Sur le dossier du commerce, dont il s’occupe également, Viwanou Gnassounou dit les attentes des ACP au sujet de la 10ème conférence ministérielle de l’Organisation Mondiale du Commerce qui aura lieu à Nairobi du 15 au 18 décembre
« Le premier document à être mis sur la table est la Déclaration ACP dans laquelle nous réaffirmons notre engagement au système multilatéral. Nous voulons qu’à Nairobi on n’enterre pas le cycle Doha. Sous prétexte qu’il y a des difficultés parce que justement certains ne veulent pas s’engager, nous avons entendu des mots comme « tourner la page de Doha ». Nous voulons croire que c’est un engagement à réellement finir ce que nous avons devant nous à l’ordre du jour et ensuite passer à autre chose. Nous voulons qu’il y ait un engagement renouvelé et que chacun soit réellement responsable à ce niveau-là. Malheureusement on voit qu’il y a un plurilatéralisme qui se développe et nous voulons que cela puisse être plus tempéré. Ce que nous attendons de Nairobi c’est qu’il y ait un renouvellement de l’engagement en faveur du multilatéralisme ».

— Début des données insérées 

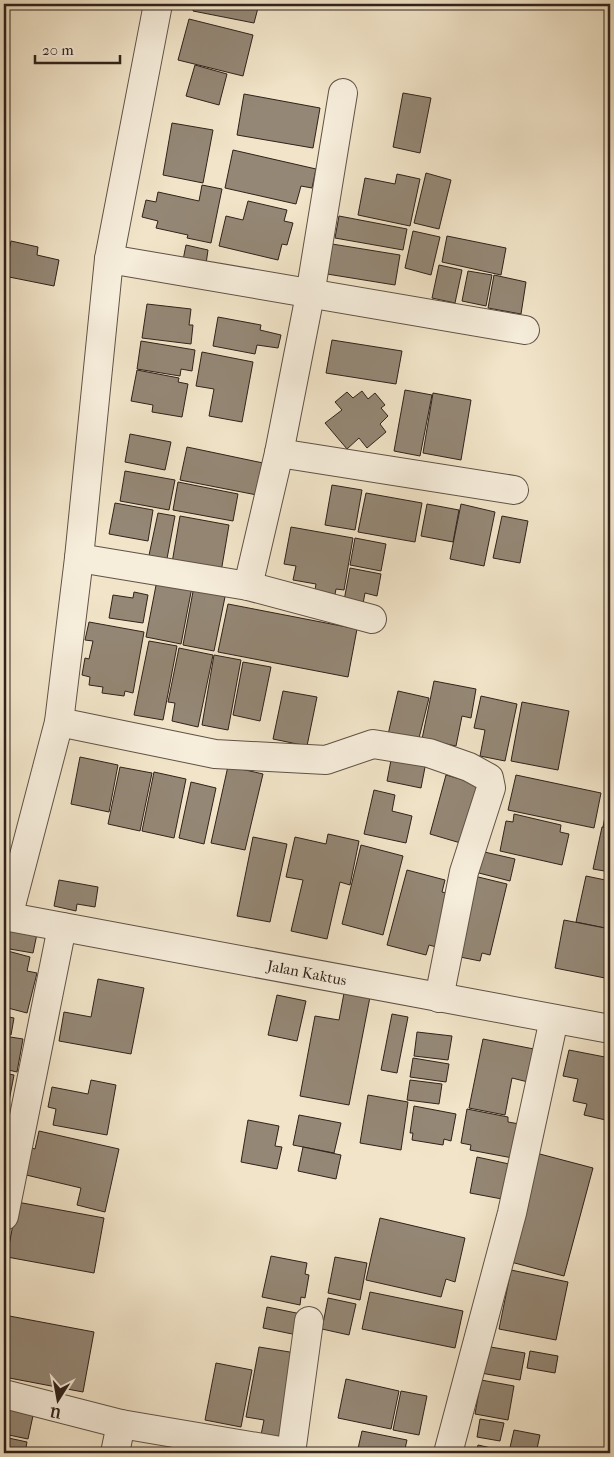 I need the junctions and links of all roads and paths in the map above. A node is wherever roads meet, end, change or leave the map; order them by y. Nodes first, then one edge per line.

Il est par ailleurs agréable de noter, dit notre interlocuteur, que les États ACP se sont bien aguerris en termes de négociations multilatérales. « L’OMC a été créée en 1995, en 2005 il y a eu le cycle de Doha, nous avions encore très peu de missions à Genève. Nous sommes maintenant outillés pour participer à des négociations et obtenir le meilleur pour nos populations. Il y a une attente forte et raisonnable par rapport à Nairobi. Nous y allons. Plus nous serons présents, plus nous serons cohérents dans notre approche, plus nous pensons que nous pouvons peser sur le sens des choses » conclut le sous-secrétaire général.